Il est aussi nécessaire de bien se renseigner sur les démarches légales comme le mandat d’incapacité ou encore le testament, les procurations à faire, et les directives médicales anticipées, dès que la personne est diagnostiquée., et de mettre à jour les documents au besoin.

Quel message aimeriez-vous faire passer concernant la maladie d’Alzheimer et le soutien à apporter aux proches aidants?

En tant que personne proche aidante, la priorité est que notre proche soit en sécurité et se sente aimé.

J’ai créé un compte Instagram alz_action (en anglais) pour partager des inspirations pour les proches aidants et de l’information sur la maladie.

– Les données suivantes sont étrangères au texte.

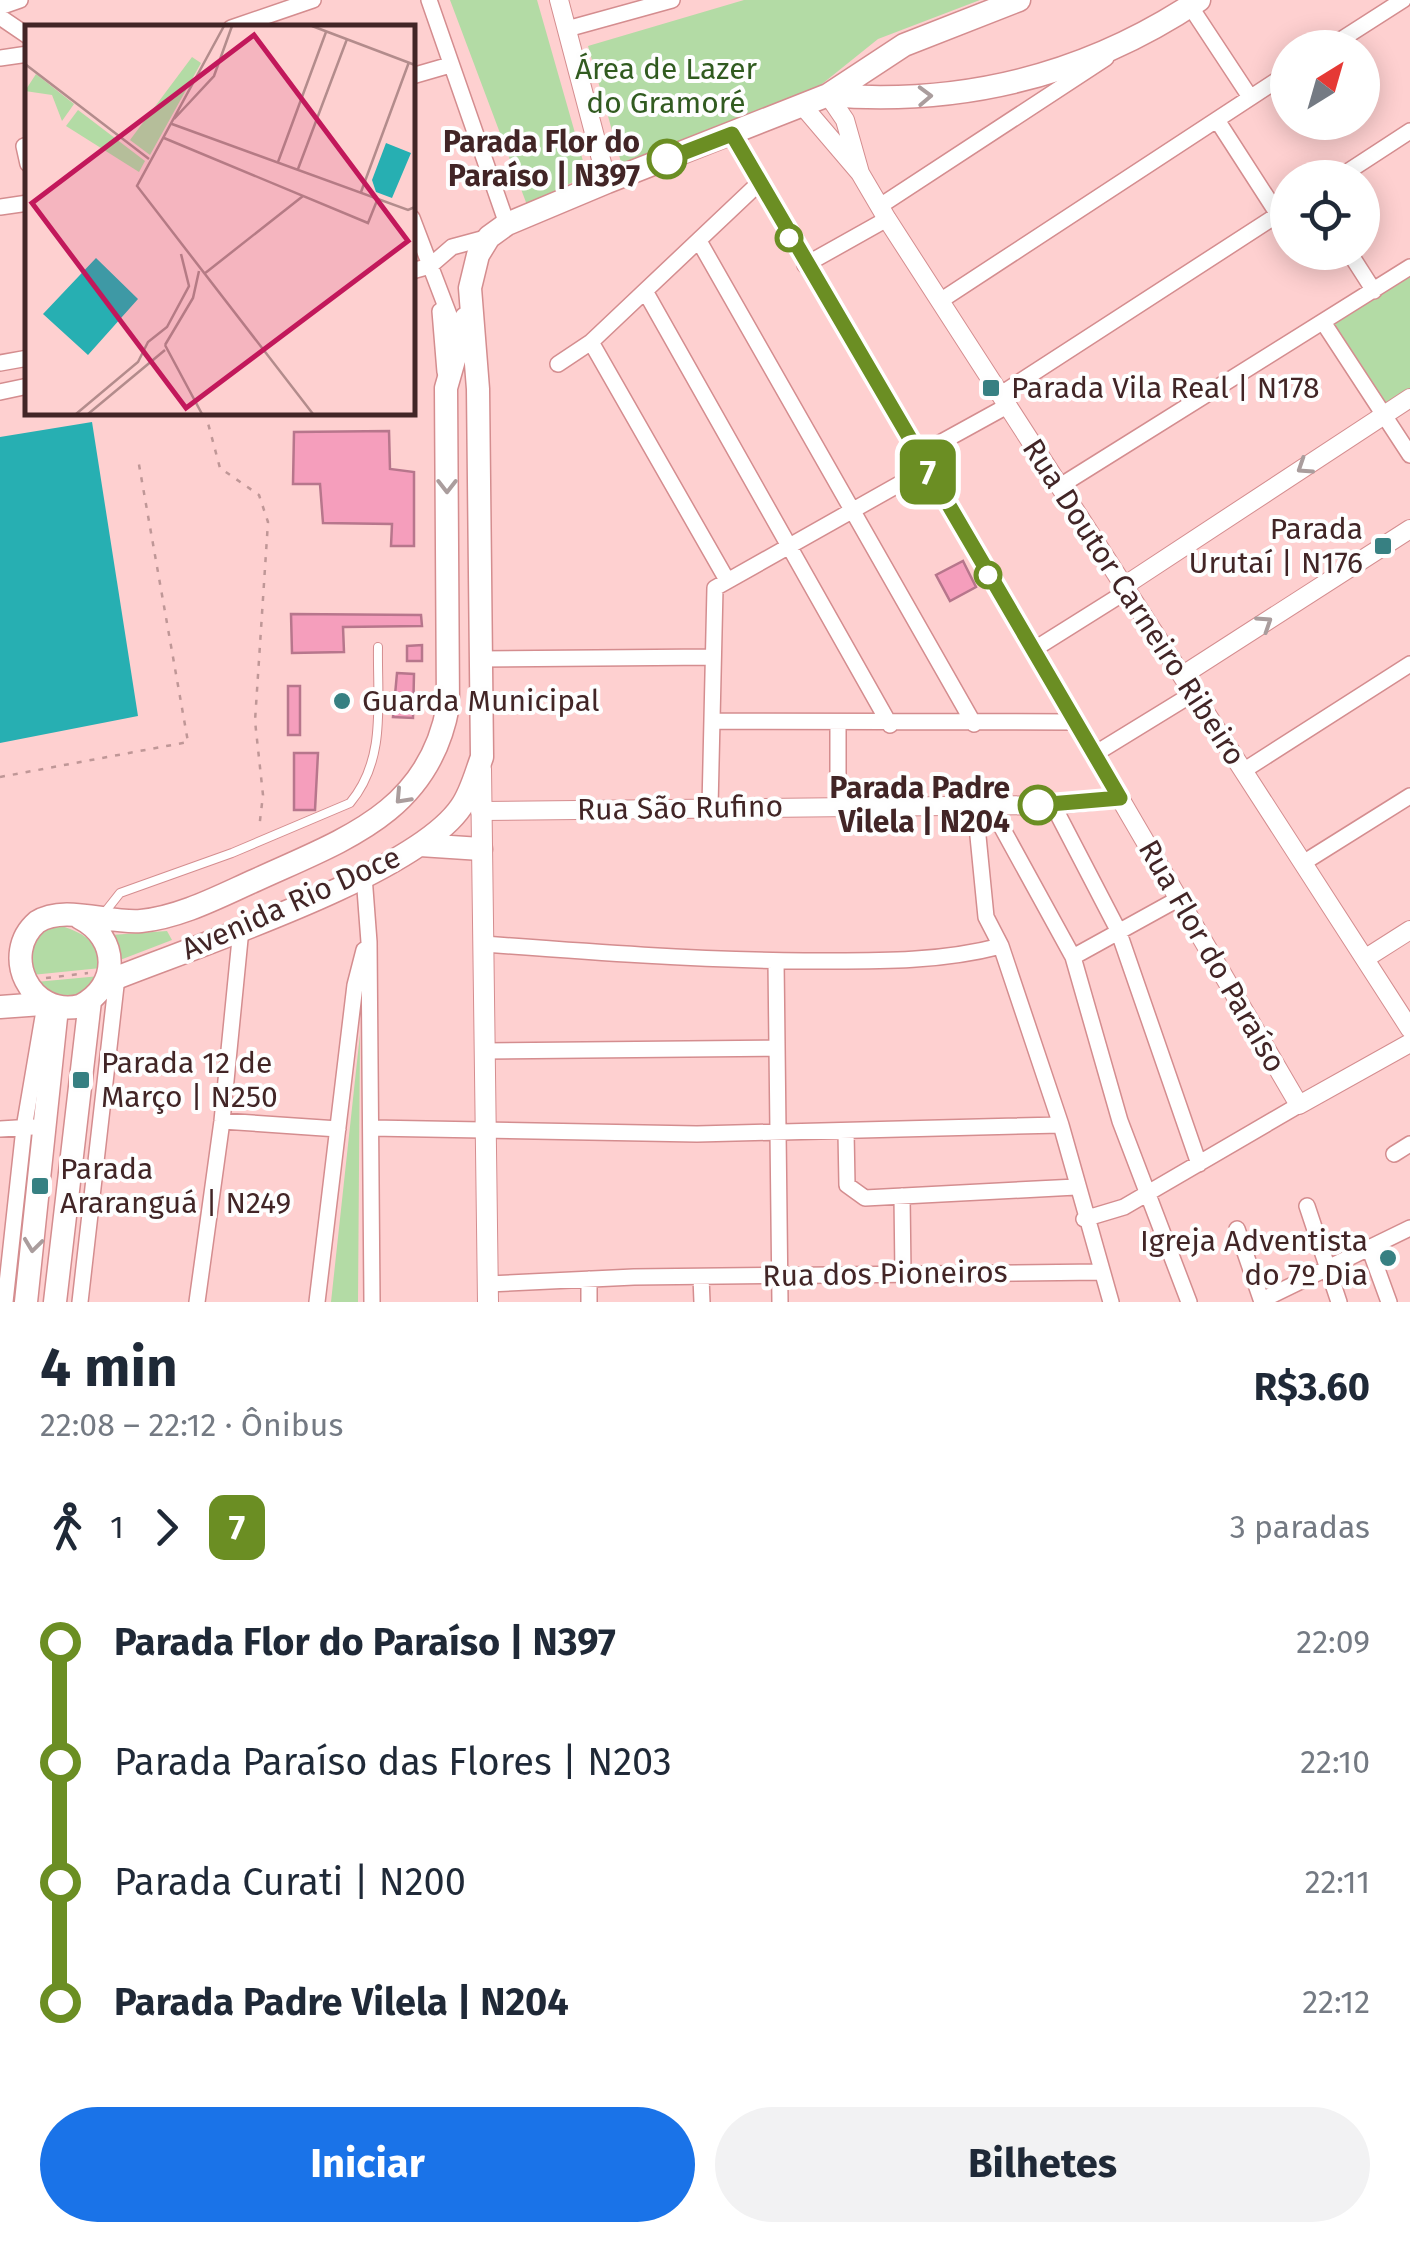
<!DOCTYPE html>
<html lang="pt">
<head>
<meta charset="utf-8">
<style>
	body { margin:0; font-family:"Fira Sans",sans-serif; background:#f2f2f3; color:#1f2937; height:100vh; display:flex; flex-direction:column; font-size:38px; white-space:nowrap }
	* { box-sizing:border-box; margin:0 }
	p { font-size:32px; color:#747a83 }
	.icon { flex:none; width:55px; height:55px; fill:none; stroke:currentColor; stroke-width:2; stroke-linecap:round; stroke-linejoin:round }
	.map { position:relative; height:1302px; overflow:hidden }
	.details { display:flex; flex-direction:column; background:#fff; flex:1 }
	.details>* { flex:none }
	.badge { padding:0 20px; border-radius:15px; font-size:35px; line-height:65px }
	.needle { width:65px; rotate:37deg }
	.controls { position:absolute; left:1270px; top:30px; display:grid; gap:20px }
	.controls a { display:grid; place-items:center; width:110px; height:110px; border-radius:50%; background:#fff; box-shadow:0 5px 25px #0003; font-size:50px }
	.map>.badge { position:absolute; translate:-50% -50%; box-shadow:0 0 0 5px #fff }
	.legs { display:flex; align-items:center; gap:15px; height:110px; padding:0 40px; font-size:32px }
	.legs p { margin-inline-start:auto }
	.head { display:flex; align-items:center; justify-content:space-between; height:170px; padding:0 40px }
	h1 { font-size:55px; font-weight:700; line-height:75px }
	.action { display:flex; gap:20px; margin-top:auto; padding:20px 40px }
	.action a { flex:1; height:115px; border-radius:60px; background:#1a73e8; color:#fff; font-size:40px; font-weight:700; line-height:115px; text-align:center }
	.action a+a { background:#f2f2f3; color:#1f2937 }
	ul { padding:0 40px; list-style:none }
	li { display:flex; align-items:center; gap:35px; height:120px; font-size:38px }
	li i { display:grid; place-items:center; width:15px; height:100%; margin:0 12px; background:currentColor }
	li i::after { content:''; width:25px; height:25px; margin:-12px; border:8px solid; border-radius:50%; background:#fff }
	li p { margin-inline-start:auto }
	li:first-child i { background:linear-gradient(#0000 50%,currentColor 0) }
	li:last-child i { background:linear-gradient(currentColor 50%,#0000 0) }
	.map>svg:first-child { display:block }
	.green { fill:#b3dba5 }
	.water { fill:#27afb2 }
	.building { fill:#f59ebc; stroke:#b7768c; stroke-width:2.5 }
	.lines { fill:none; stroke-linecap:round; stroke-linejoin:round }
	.service-casing { stroke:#d48d8f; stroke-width:10 }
	.minor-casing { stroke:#d48d8f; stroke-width:18 }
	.tertiary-casing { stroke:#d48d8f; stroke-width:20 }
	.secondary-casing { stroke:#d48d8f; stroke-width:22 }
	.primary-casing { stroke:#d48d8f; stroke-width:25 }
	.path { stroke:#bf9797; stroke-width:2.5; stroke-dasharray:5 8; stroke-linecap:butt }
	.service { stroke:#fff; stroke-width:8 }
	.minor { stroke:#fff; stroke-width:15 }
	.tertiary { stroke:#fff; stroke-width:18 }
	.secondary { stroke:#fff; stroke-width:20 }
	.primary { stroke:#fff; stroke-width:22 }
	.oneway { stroke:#aa9d9d }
	.line-1-casing { stroke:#fff; stroke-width:22 }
	.line-1 { stroke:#6b8e23; stroke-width:15 }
	.stop-1-dot { fill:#fff; stroke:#6b8e23; stroke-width:5 }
	.poi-dot { fill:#378082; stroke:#fefefe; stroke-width:4 }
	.labels { text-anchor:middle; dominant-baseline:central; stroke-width:8; stroke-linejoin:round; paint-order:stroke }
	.park-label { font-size:30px; fill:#315b20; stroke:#fefefe }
	.stop-label { font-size:30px; font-weight:bold; fill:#422526; stroke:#fefefe; text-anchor:end }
	.poi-label { font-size:30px; fill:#422526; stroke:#fefefe; text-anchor:start }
	.street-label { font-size:30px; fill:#422526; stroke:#fefefe }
	.inset-road { fill:none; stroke:#b38c8c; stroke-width:2.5 }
	.view { fill:#c2185b; fill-opacity:0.15; stroke:#c2185b; stroke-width:5 }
	.inset-edge { fill:none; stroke:#422526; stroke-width:5 }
</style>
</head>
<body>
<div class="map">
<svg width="1410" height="1302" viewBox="0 0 1410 1302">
	<rect width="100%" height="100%" fill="#fed0d0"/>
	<path class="green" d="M450,0H537L587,175L527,205Z
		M744,0H980L878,39L812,92L623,169L588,46Z
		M1410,274V390L1385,406L1329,327Z
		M58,925C82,932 100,941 101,968L22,976L32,934Z
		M167,931L172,940L120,960L111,935Z
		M100,976L75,1004L25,983Z
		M360,1034L358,1302H331Z"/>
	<path class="water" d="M92,422L138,716L0,743V437Z"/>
	<path class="building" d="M389,431L390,469L414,472V546H391L392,524L323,523L320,484H293L294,432Z
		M963,561L976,587L950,601L936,575Z
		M291,614L421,615L422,626L343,627L344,652L292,653Z
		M422,645V661H407V646Z
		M397,673L414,674L413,718L393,717Z
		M288,686H300V735H288Z
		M294,753H318L315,810H294Z"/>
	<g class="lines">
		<g class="service-casing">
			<path id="service" d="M105,912L120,893L232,853L350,803C387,759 377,701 378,647"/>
		</g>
		<g class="minor-casing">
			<path id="minor" d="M429,0L507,224
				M1190,6L1250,97
				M0,7L20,0
				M0,17L28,36
				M231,28L313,0
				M567,29L672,0
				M1328,48L1403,0
				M0,58L28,54
				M412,76L450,65
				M1217,120L1277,213
				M24,146L28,164
				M1338,178L1410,131
				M880,206L1106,58
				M0,207L28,203
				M412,218L459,341
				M699,241L974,724
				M1349,252L1374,291
				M805,265L887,219
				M412,271L430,266L452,247L489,237
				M645,291L890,725
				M940,301L1288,73
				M440,311L445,372
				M1323,322L1410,455
				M591,342L727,580
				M0,363L28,358
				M558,364L591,342L758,184
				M0,392L28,386
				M1001,394L1288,208
				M918,455L1007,406
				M1060,486L1410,267
				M1033,650L1127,591
				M479,659L713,657
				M713,721L1076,722
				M838,724V807
				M1093,755L1194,693
				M1243,771L1410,664
				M1053,805L1118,930L1199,1164
				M975,806L986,917L1001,946L1061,1125L1111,1302
				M990,806L1073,957L1120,1121L1189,1302
				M710,807L715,588L926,469
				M1303,863L1410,796
				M364,876L369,942L372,1302
				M484,944C590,952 697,960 804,961C871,961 936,963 1001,946
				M1073,957L1178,899
				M776,961L780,1302
				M484,1051L777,1048
				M222,1121L338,1129
				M371,1128L697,1134L1061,1125
				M0,1129L33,1127
				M846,1132L847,1185L865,1198L1076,1187
				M1394,1154L1410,1144
				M902,1196L903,1274
				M1307,1206L1339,1302
				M1084,1219L1124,1207L1299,1105
				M1237,1229L1262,1302
				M1370,1250L1389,1302
				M701,1277L702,1302
				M589,1279V1302
				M488,1284L634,1277L1101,1272
				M1262,1300L1410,1228
				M5,1302L24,1128L45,1005
				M80,1302L117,977
				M197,1302L222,1121L241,929
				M317,1302L355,985L364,950"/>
		</g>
		<g class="tertiary-casing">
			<path id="tertiary" d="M559,0L607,182
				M828,95L845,120L860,173L887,219L1410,1029
				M802,105L860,173
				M732,134L1299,1105L1410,1043
				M1124,586L1410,398
				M1183,675L1410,529
				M480,811L1053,805L1120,798
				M1366,958L1410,930"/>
		</g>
		<g class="secondary-casing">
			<path id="secondary" d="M481,769L488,1302"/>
		</g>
		<g class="primary-casing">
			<path id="primary" d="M828,95C963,106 1087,75 1199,0
				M420,845L481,849
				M80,918C119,938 120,986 80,1006C30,1018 0,954 37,922C64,904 109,924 141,921C181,917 220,896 256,880C343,840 429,813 448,706L446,388L466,318
				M106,982C189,948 414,876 461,807C471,793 476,773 482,757L478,389L470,288L478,255L489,237L507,224L607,182L828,95L904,45L1019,0
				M0,1007L42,1004
				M26,1302L57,1008
				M55,1302L90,1001"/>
		</g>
		<path class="path" d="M205,412L220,468L259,495L268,522L255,721L263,795L259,829
			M0,777L188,742L138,459
			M46,978L88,973"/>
		<use href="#service" class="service"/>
		<use href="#minor" class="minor"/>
		<use href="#tertiary" class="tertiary"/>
		<use href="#secondary" class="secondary"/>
		<use href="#primary" class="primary"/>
	</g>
	<defs><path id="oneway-chevron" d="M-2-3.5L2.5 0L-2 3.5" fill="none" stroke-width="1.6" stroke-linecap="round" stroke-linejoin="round" transform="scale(2.5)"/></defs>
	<g class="oneway">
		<use href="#oneway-chevron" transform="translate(925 96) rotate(-2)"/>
		<use href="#oneway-chevron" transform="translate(1304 467) rotate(147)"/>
		<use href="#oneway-chevron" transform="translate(447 486) rotate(90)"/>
		<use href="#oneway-chevron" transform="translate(1265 623) rotate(-33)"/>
		<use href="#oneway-chevron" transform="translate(402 797) rotate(133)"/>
		<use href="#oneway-chevron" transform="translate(33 1245) rotate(97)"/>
	</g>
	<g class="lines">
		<g class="line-1-casing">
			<path id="line-1" d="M667,159L732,134L1120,798L1038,805"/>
		</g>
		<use href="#line-1" class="line-1"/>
	</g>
	<g class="stop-1-dot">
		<circle cx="667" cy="159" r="18"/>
		<circle cx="789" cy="238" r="12"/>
		<circle cx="988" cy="575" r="12"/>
		<circle cx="1038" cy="805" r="18"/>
	</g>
	<g class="poi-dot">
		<rect x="981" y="378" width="20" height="20" rx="5"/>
		<rect x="1373" y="536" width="20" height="20" rx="5"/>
		<circle cx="342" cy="701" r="10"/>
		<rect x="71" y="1070" width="20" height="20" rx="5"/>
		<rect x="30" y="1176" width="20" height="20" rx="5"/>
		<circle cx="1388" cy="1258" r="10"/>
	</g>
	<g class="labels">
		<g class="park-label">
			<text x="666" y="69">Área de Lazer<tspan x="666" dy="34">do Gramoré</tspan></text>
		</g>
		<g class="stop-label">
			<text x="640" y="142">Parada Flor do<tspan x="640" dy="34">Paraíso | N397</tspan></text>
			<text x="1010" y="788">Parada Padre<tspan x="1010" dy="34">Vilela | N204</tspan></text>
		</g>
		<g class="poi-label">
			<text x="1011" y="388">Parada Vila Real | N178</text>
			<text x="1363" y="529" text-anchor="end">Parada<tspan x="1363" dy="34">Urutaí | N176</tspan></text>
			<text x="362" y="701">Guarda Municipal</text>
			<text x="101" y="1063">Parada 12 de<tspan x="101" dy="34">Março | N250</tspan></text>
			<text x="60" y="1169">Parada<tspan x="60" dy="34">Araranguá | N249</tspan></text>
			<text x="1368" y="1241" text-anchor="end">Igreja Adventista<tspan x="1368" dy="34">do 7º Dia</tspan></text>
		</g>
		<g class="street-label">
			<text transform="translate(1134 602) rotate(57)">Rua Doutor Carneiro Ribeiro</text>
			<text transform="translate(680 808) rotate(-1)">Rua São Rufino</text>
			<text transform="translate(291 903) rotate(-24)">Avenida Rio Doce</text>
			<text transform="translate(1212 956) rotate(60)">Rua Flor do Paraíso</text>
			<text transform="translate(885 1274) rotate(-1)">Rua dos Pioneiros</text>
		</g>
	</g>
	<g transform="translate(25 25)">
		<rect width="390" height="390" fill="#fed0d0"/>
		<path d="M167,32L176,38L125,130L105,115ZM11,49L49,79L37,96L27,70L0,66ZM53,85L120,136L114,147L41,101Z" fill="#b3dba5"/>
		<path d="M361,118L386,128L367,173L351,167L347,155ZM71,233L113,274L63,330L18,289Z" fill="#27afb2"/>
		<path class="inset-road" d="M199,1L112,161L288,389M287,1L390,40M0,39L124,134M149,94L189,51L207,1M147,99L383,185L390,182M139,113L343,198L353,173M253,137L301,7M273,144L322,14M336,167L384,37M179,249L278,171M140,320L177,389M140,320L168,273L174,246M51,389L113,337L123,317L142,302L164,261L156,229M63,389L140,325"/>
		<path class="view" d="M229,10L383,216L161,383L7,178Z"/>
		<rect width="390" height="390" class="inset-edge"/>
	</g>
</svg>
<div class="controls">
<a><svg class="needle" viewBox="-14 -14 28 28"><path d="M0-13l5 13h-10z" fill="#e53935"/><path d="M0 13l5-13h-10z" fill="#747a83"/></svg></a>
<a><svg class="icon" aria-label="locate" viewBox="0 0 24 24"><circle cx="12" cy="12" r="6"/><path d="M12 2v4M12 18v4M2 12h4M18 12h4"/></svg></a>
</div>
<b class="badge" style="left:928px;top:472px;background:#6b8e23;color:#fff">7</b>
</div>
<section class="details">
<div class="head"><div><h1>4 min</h1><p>22:08 – 22:12 · Ônibus</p></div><b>R$3.60</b></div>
<div class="legs"><svg class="icon" aria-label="walk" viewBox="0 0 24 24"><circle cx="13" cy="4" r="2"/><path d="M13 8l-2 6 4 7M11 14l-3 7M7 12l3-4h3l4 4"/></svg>1<svg class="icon" aria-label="forward" viewBox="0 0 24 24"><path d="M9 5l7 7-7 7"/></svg><b class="badge" style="background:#6b8e23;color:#fff">7</b><p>3 paradas</p></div>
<ul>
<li><i style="color:#6b8e23"></i><b>Parada Flor do Paraíso | N397</b><p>22:09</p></li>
<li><i style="color:#6b8e23"></i><span>Parada Paraíso das Flores | N203</span><p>22:10</p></li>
<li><i style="color:#6b8e23"></i><span>Parada Curati | N200</span><p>22:11</p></li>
<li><i style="color:#6b8e23"></i><b>Parada Padre Vilela | N204</b><p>22:12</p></li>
</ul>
<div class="action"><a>Iniciar</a><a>Bilhetes</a></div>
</section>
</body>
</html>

Quand on est proche aidant, il ne faut pas hésiter à demander de l’aide, à s’éduquer sur la maladie. C'est aussi notre rôle de partager ce que ça signifie de vivre avec des troubles neurocognitifs, ce que ça change pour la personne d’être atteinte de la maladie d’Alzheimer. C’est important de parler de la maladie ouvertement, d’assister aux groupes de soutien, et de ne pas se négliger.

Il faut trouver l’équilibre. Ne pas tout faire nous-mêmes. Créer une équipe de soutien pour nous, payer pour des services (quand c’est possible), pour alléger nos responsabilités. Aussi on doit accepter que parfois les choses ne soient pas faites parfaitement, ou pas à notre façon, mais que c’est acceptable.